Pedro Henrique Oliveira
Pedro Henrique is a ISV Solution Architect at AWS serving clients on their containers and open source journey. Pedro has experience working with distribuited systems, modernization, cloud native application, GitOps and platform Engineering. He also contributes to open source projects such as twelve factors and has spoken about CNCF projects at CNCF KCD and third-party community events.
ISV Solutions Architect at AWS
Sessions
In today's enterprise landscape, organizations struggle with deploying AI infrastructure at scale, facing challenges in resource optimization and cost management.

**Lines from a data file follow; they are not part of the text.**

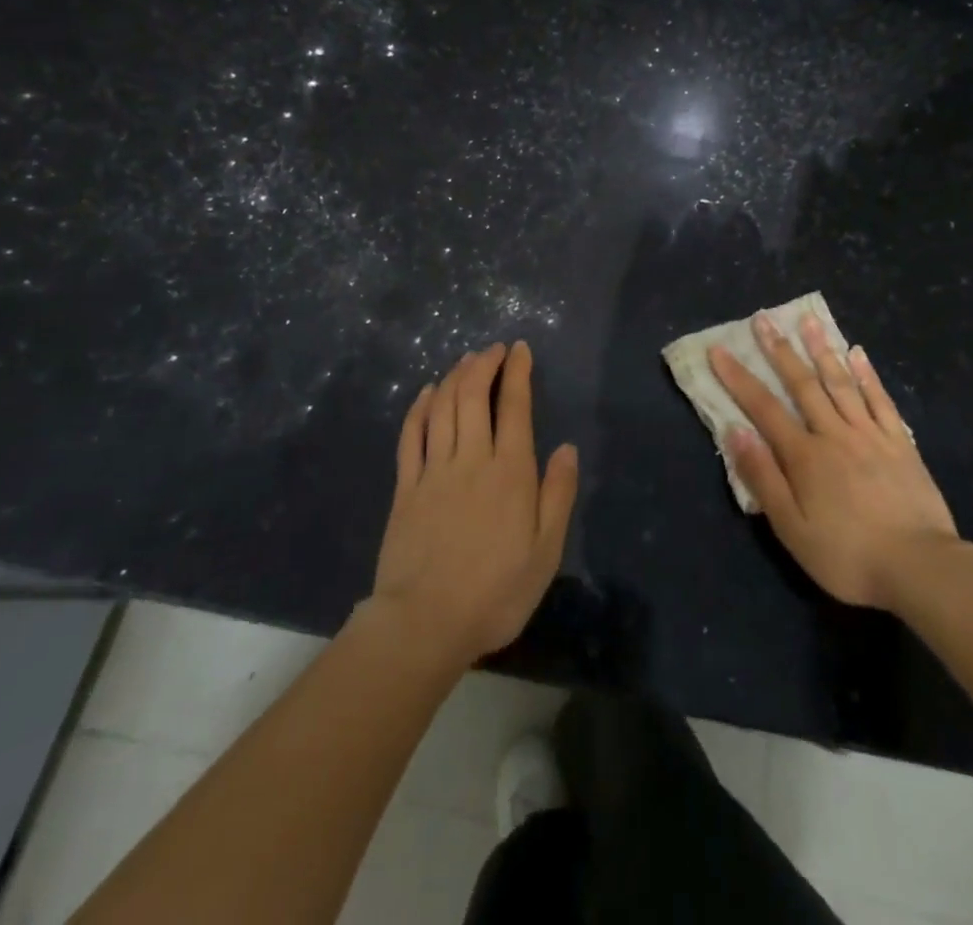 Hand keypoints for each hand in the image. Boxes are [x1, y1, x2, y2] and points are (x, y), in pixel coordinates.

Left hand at [370, 342, 578, 669]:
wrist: (425, 623)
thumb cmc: (496, 591)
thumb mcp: (546, 551)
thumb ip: (558, 495)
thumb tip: (567, 448)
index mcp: (510, 472)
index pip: (515, 407)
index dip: (517, 372)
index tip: (520, 349)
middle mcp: (472, 458)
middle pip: (474, 395)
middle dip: (484, 364)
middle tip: (494, 349)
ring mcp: (434, 470)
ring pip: (443, 407)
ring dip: (455, 376)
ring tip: (466, 359)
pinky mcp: (405, 487)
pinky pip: (411, 434)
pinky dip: (420, 406)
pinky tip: (428, 392)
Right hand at [710, 312, 958, 610]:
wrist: (920, 568)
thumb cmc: (848, 555)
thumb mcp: (792, 528)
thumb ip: (763, 477)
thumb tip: (735, 431)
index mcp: (804, 456)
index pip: (763, 408)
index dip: (738, 378)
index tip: (719, 349)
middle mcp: (834, 434)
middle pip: (802, 384)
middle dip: (779, 350)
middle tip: (763, 319)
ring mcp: (870, 434)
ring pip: (841, 382)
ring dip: (821, 349)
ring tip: (808, 320)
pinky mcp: (900, 443)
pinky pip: (880, 399)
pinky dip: (867, 374)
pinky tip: (857, 353)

This presentation introduces a Small Language Model (SLM) platform combining Karpenter, Ray Server and Ollama on Kubernetes to address these challenges. We'll showcase how to achieves up to 20% cost reduction in GPU utilization through dynamic resource allocation and efficient workload distribution. The unified management layer simplifies model versioning, monitoring, while handling concurrent model deployments, demand spikes and ensuring consistent performance with built-in audit capabilities for compliance.

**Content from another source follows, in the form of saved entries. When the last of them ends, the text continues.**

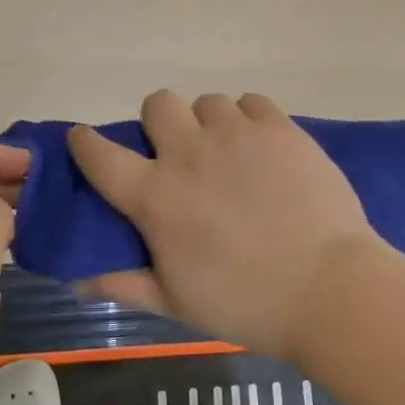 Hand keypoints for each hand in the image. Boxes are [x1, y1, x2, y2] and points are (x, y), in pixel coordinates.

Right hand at [67, 91, 383, 360]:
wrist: (328, 288)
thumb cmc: (246, 303)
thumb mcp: (176, 302)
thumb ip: (123, 285)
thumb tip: (76, 281)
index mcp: (156, 196)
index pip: (101, 155)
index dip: (85, 142)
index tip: (83, 138)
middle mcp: (189, 153)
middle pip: (158, 104)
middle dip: (160, 122)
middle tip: (179, 152)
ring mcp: (236, 134)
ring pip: (207, 101)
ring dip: (209, 123)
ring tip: (230, 153)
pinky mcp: (278, 127)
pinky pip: (252, 101)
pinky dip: (250, 119)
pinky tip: (263, 147) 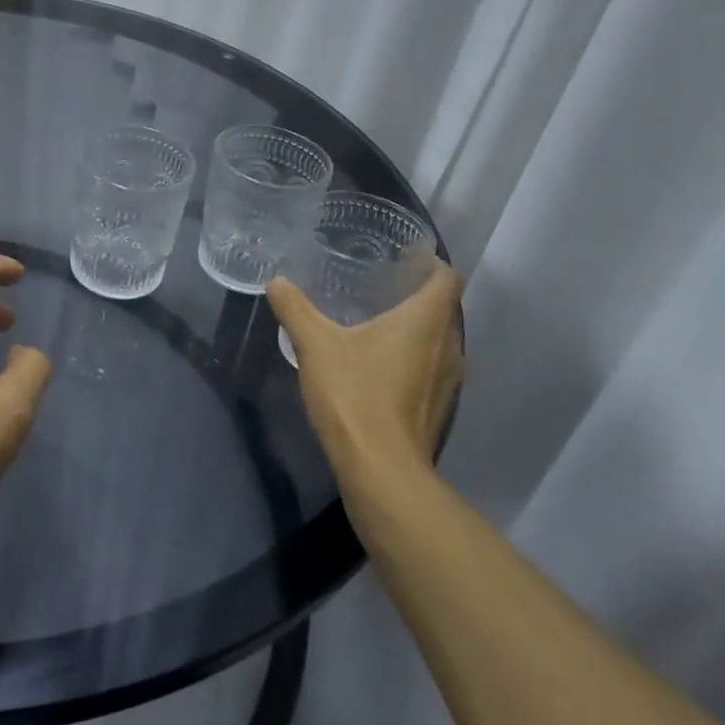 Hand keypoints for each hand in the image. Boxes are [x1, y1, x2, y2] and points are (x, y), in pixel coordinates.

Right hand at [266, 259, 463, 495]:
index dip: (430, 262)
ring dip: (417, 327)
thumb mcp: (314, 344)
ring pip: (440, 341)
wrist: (381, 469)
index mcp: (425, 322)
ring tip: (379, 318)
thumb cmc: (355, 394)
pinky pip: (432, 367)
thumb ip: (295, 308)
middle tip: (382, 282)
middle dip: (419, 293)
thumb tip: (276, 282)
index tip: (405, 255)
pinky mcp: (437, 409)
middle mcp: (448, 347)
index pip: (446, 279)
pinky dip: (413, 355)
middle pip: (445, 309)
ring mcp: (448, 382)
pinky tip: (379, 361)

In the ever-evolving world of Kubernetes-based applications, the ability to effectively scale resources is paramount. However, when an application's performance relies on the health and performance of multiple external services or dependencies, traditional scaling approaches can fall short. This session explores the powerful combination of KEDA (Kubernetes-based Event-Driven Autoscaler) and the use of multiple metric sources to achieve intelligent, adaptive scaling for your applications. At this session, we'll dive deeper on Scaling Modifiers feature, which allows for fine-grained control over scaling behaviors based on diverse metrics and conditions and also walking through detailed case studies, illustrate the practical benefits of using Scaling Modifiers in real-world applications.